Çok şey öğrendim. Bahsettiğim gibi, filmin hiçbir zaman bir meydan okuma olması amaçlanmamıştı. Ayrıca filmin bir beyan, kişisel bir beyan olduğunu da düşünmüyorum. Filmin bir nevi diyalog olduğunu düşünüyorum. Bu ikiliklerle ilgiliydi; bir yandan bu teknolojiye şüpheyle yaklaşmamız gerekiyordu. Aynı teknoloji sahte haberlerde, yanlış bilgilerde ve fikirlerimizi yaratan algoritmalarda kullanıldığı gibi savaşlarda, çatışmalarda ve silah ticaretinde de kullanılıyor. Yani ciddi sonuçları var. Ama bir de bu ikilik var ve bunun filmde karmaşık olması hoşuma gidiyor. Yaratıcılıkta çok sayıda harika film üretebiliriz ve çok sayıda harika film yapımcımız var. Ama aynı zamanda pek çok jenerik şey de üretiyoruz. Yapay zeka ve teknoloji sorun değil. Teknolojileri kullanan insanlar ve bunlara kimin sahip olduğu veya kimin çalıştırdığı soruları yapay zekadan daha büyük bir sorun olacak. Tamamen analitik algoritmalara muhtemelen Amerika Birleşik Devletleri Başkanından (-seçilmiş) daha çok güvenirim.

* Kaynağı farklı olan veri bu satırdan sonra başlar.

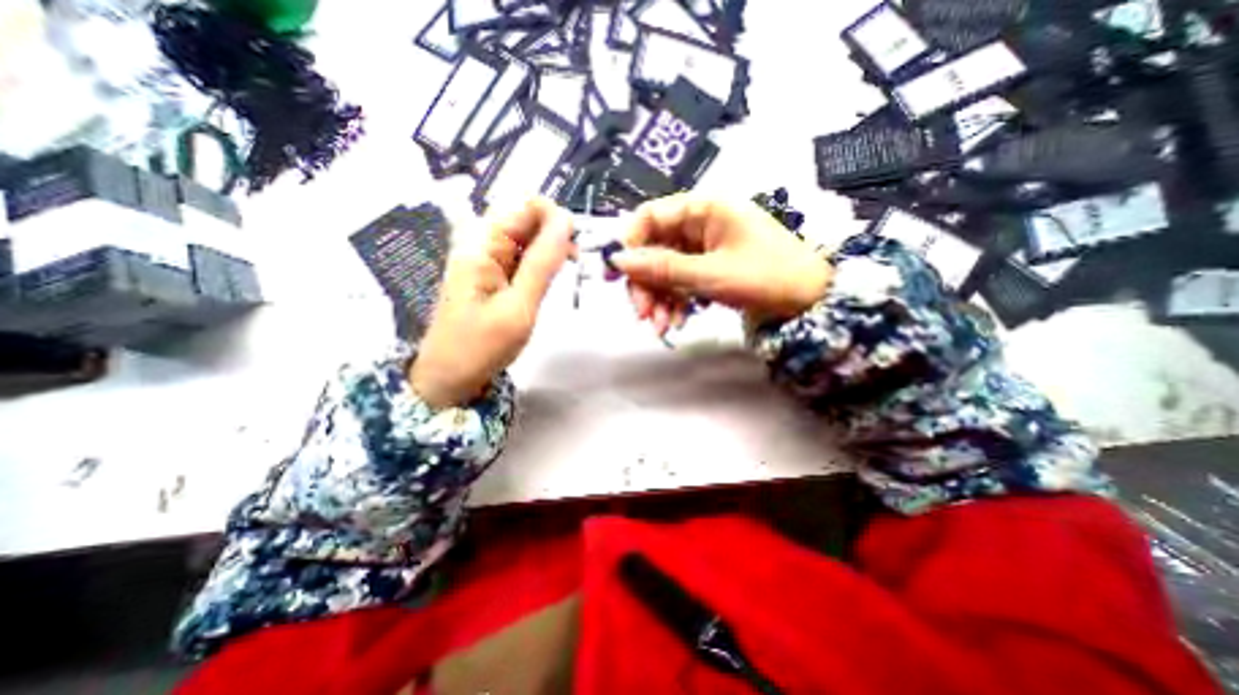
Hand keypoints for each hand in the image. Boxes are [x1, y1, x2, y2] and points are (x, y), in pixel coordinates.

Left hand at [411, 195, 575, 406]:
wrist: (449, 378)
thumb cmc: (482, 346)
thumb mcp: (520, 305)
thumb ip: (543, 262)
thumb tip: (567, 221)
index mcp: (482, 243)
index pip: (526, 205)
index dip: (556, 218)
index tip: (576, 246)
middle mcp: (480, 241)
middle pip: (527, 218)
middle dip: (555, 234)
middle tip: (574, 263)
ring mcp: (484, 257)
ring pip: (527, 237)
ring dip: (550, 249)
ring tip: (564, 272)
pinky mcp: (490, 273)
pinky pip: (520, 256)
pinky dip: (539, 263)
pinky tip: (548, 278)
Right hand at [608, 190, 830, 333]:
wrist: (811, 302)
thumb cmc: (767, 278)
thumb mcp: (711, 275)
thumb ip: (663, 268)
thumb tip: (619, 261)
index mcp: (704, 209)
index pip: (650, 217)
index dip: (630, 244)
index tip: (618, 276)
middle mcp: (700, 223)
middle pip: (654, 249)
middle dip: (645, 283)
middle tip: (642, 314)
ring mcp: (704, 248)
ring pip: (666, 270)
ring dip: (659, 299)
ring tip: (661, 328)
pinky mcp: (709, 269)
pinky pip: (681, 282)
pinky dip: (675, 303)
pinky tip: (676, 323)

Piotr Winiewicz, Bernd Hermes’in izniyle ‘Bir Kahraman Hakkında’yı çekerken

Size hemen ekmek kızartma makinesinin yer aldığı bu seks sahnesini sormalıyım…

Sahneyi çekmeden önce çok fazla tartışma yaşandı. Ama komikti çünkü klişelerle oynamak istiyorduk. Çünkü elbette bu (AI) modeller taraflıdır. Irkçı ve cinsiyetçidirler. Sinema tarihi oldukça ırkçı ve cinsiyetçidir, biz de bunun gibi şeyler düşünüyorduk.

Bu sahnenin hikayesi oldukça uzun, fazla da spoiler vermek istemiyorum. Kağıt üstünde komik görünüyor ama çok zaman harcadık. Çünkü aynı zamanda sahneyi yönetip yönetmemem gerektiği ve nasıl yönetilmesi gerektiği meselesiydi. Şunun gibi şeyleri tartıştık: Seks mi yoksa mastürbasyon mu? Mastürbasyon yaparken ses çıkarıyor musunuz? Kim vuruyor? Erkek bakışı mı olacak? Bunu kişiselleştirmek mi istiyoruz? Ve bunu saygılı bir şekilde nasıl yapabilirim? Sanırım sonuç bu tartışmaların bir karışımından ibaret.

Yeni film projeleriniz var mı?

Filmi Werner’le izlediğimizde bana şunları söyledi: “Artık normal bir film yapmalısın. Bir film filmi yapmalısın.

Pressman Film ile romantik bir komedi üzerinde çalışıyorum. Karanlık bir iş ama bence bunu yapmak çok eğlenceli olacak. Üzerinde bir yazar var, bu yüzden onu birlikte geliştiriyoruz. Ama henüz oldukça erken.

Ben de bir belgesel üzerinde çalışıyorum ama size bu konuda pek bir şey söyleyemem.